**ACTIVITY:** Word for word, set down the records and skip each picture.

RECORDS FOR THE EXERCISE Block Start

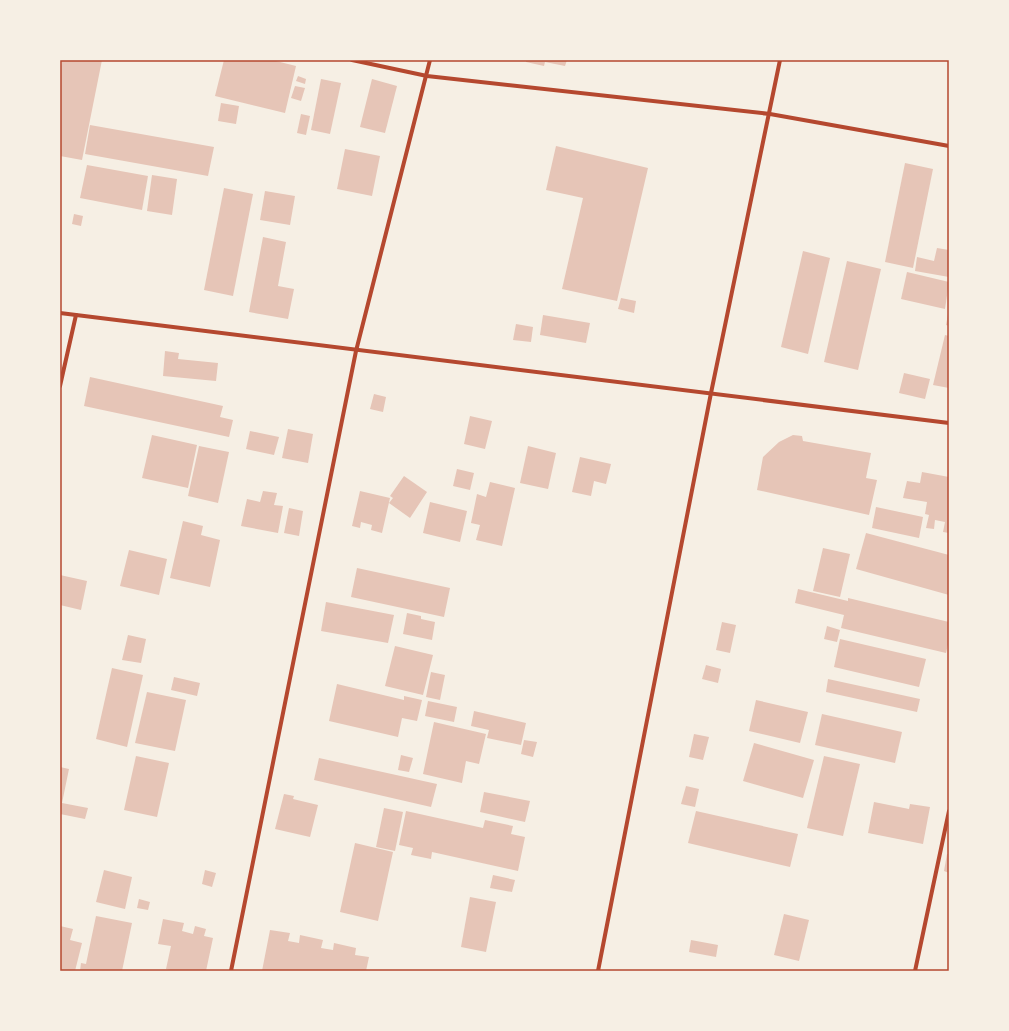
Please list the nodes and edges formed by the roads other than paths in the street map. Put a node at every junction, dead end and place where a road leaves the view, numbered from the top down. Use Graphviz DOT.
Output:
graph roads {
  1 [pos="352,60"];
  2 [pos="430,60"];
  3 [pos="780,60"];
  4 [pos="427,76"];
  5 [pos="770,114"];
  6 [pos="949,146"];
  7 [pos="60,313"];
  8 [pos="76,315"];
  9 [pos="356,351"];
  10 [pos="60,386"];
  11 [pos="711,392"];
  12 [pos="949,423"];
  13 [pos="949,811"];
  14 [pos="231,971"];
  15 [pos="598,971"];
  16 [pos="915,971"];
  1 -- 4 [label="street"];
  2 -- 4 [label="street"];
  3 -- 5 [label="street"];
  4 -- 5 [label="street"];
  4 -- 9 [label="street"];
  5 -- 6 [label="street"];
  5 -- 11 [label="street"];
  7 -- 8 [label="street"];
  8 -- 9 [label="street"];
  8 -- 10 [label="street"];
  9 -- 11 [label="street"];
  9 -- 14 [label="street"];
  11 -- 12 [label="street"];
  11 -- 15 [label="street"];
  13 -- 16 [label="street"];
}
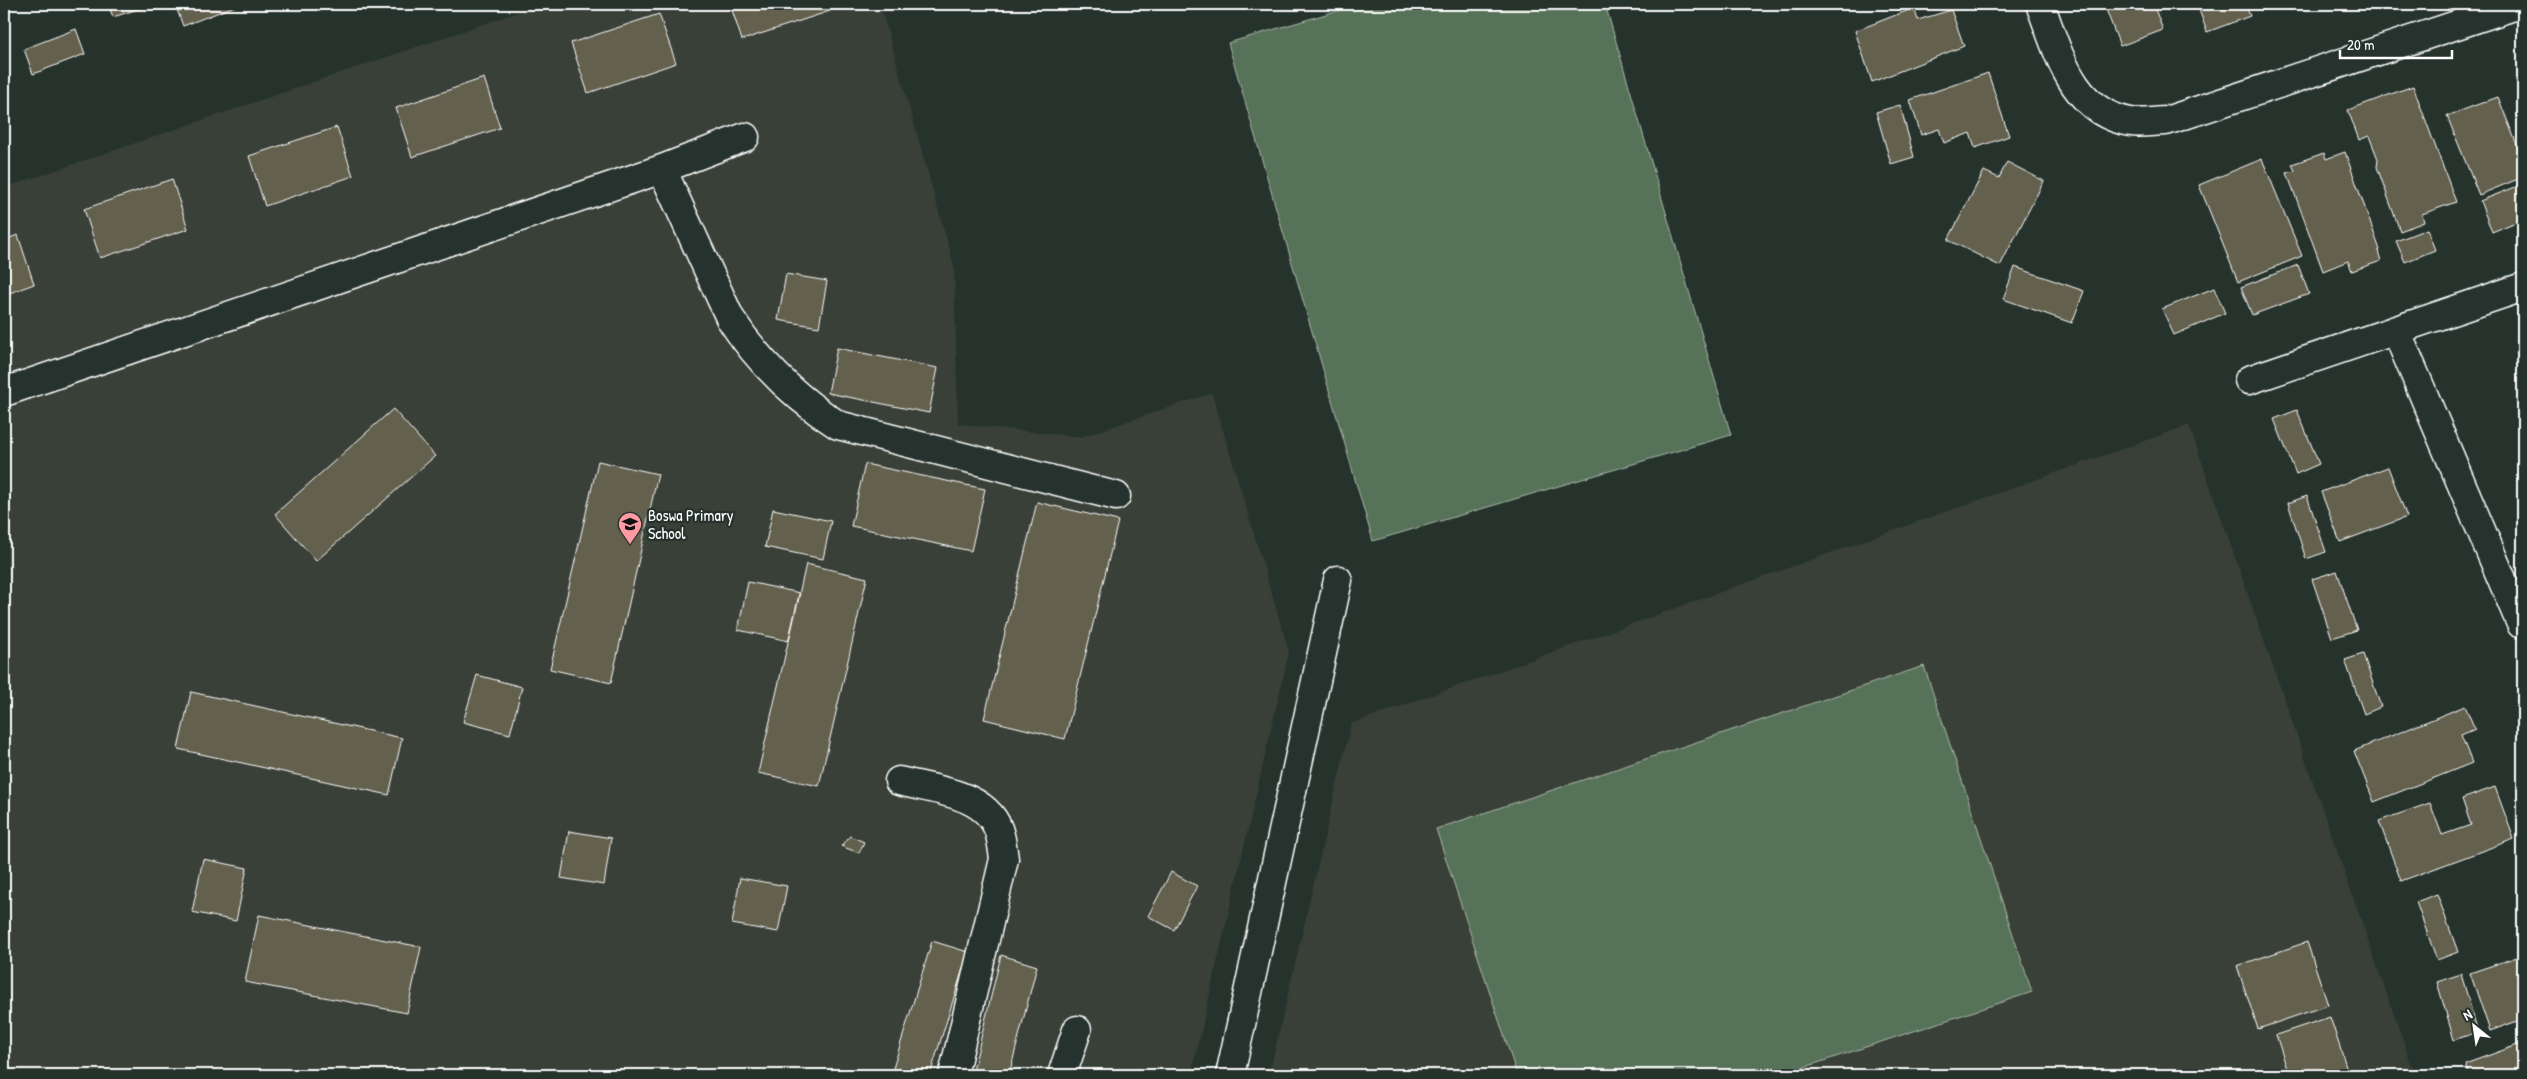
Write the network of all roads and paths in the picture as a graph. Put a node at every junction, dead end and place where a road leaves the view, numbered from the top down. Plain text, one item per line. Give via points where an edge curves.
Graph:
1 (2040, 4) edge
2 (2520, 4) edge
3 (745, 137) dead end
4 (662, 170) junction
5 (2523, 287) edge
6 (2396, 330) junction
7 (2249, 380) dead end
8 (4, 392) edge
9 (1116, 496) dead end
10 (2523, 578) edge
11 (1338, 580) dead end
12 (2522, 627) edge
13 (899, 781) dead end
14 (1076, 1030) dead end
15 (952, 1075) edge
16 (1062, 1075) edge
17 (1230, 1075) edge

1 - 2 street via 2066,73 2082,96 2106,114 2132,122 2166,121
3 - 4 street
4 - 8 street
4 - 9 street via 730,318 766,367 820,414 838,425
5 - 6 street
6 - 7 street
6 - 12 street
10 - 12 street via 2518,588
11 - 17 street
13 - 15 street via 973,800 988,811 1000,834 1004,859
14 - 16 street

RECORDS FOR THE EXERCISE Block End

**RESPONSE BELOW:**
Please list the nodes and edges formed by the roads other than paths in the street map. Put a node at every junction, dead end and place where a road leaves the view, numbered from the top down. Use Graphviz DOT.
Output:
graph roads {
  1 [pos="352,60"];
  2 [pos="430,60"];
  3 [pos="780,60"];
  4 [pos="427,76"];
  5 [pos="770,114"];
  6 [pos="949,146"];
  7 [pos="60,313"];
  8 [pos="76,315"];
  9 [pos="356,351"];
  10 [pos="60,386"];
  11 [pos="711,392"];
  12 [pos="949,423"];
  13 [pos="949,811"];
  14 [pos="231,971"];
  15 [pos="598,971"];
  16 [pos="915,971"];
  1 -- 4 [label="street"];
  2 -- 4 [label="street"];
  3 -- 5 [label="street"];
  4 -- 5 [label="street"];
  4 -- 9 [label="street"];
  5 -- 6 [label="street"];
  5 -- 11 [label="street"];
  7 -- 8 [label="street"];
  8 -- 9 [label="street"];
  8 -- 10 [label="street"];
  9 -- 11 [label="street"];
  9 -- 14 [label="street"];
  11 -- 12 [label="street"];
  11 -- 15 [label="street"];
  13 -- 16 [label="street"];
}
Write the network of all roads and paths in the picture as a graph. Put a node at every junction, dead end and place where a road leaves the view, numbered from the top down. Plain text, one item per line. Give via points where an edge curves.
Graph:
1 (2040, 4) edge
2 (2520, 4) edge
3 (745, 137) dead end
4 (662, 170) junction
5 (2523, 287) edge
6 (2396, 330) junction
7 (2249, 380) dead end
8 (4, 392) edge
9 (1116, 496) dead end
10 (2523, 578) edge
11 (1338, 580) dead end
12 (2522, 627) edge
13 (899, 781) dead end
14 (1076, 1030) dead end
15 (952, 1075) edge
16 (1062, 1075) edge
17 (1230, 1075) edge

1 - 2 street via 2066,73 2082,96 2106,114 2132,122 2166,121
3 - 4 street
4 - 8 street
4 - 9 street via 730,318 766,367 820,414 838,425
5 - 6 street
6 - 7 street
6 - 12 street
10 - 12 street via 2518,588
11 - 17 street
13 - 15 street via 973,800 988,811 1000,834 1004,859
14 - 16 street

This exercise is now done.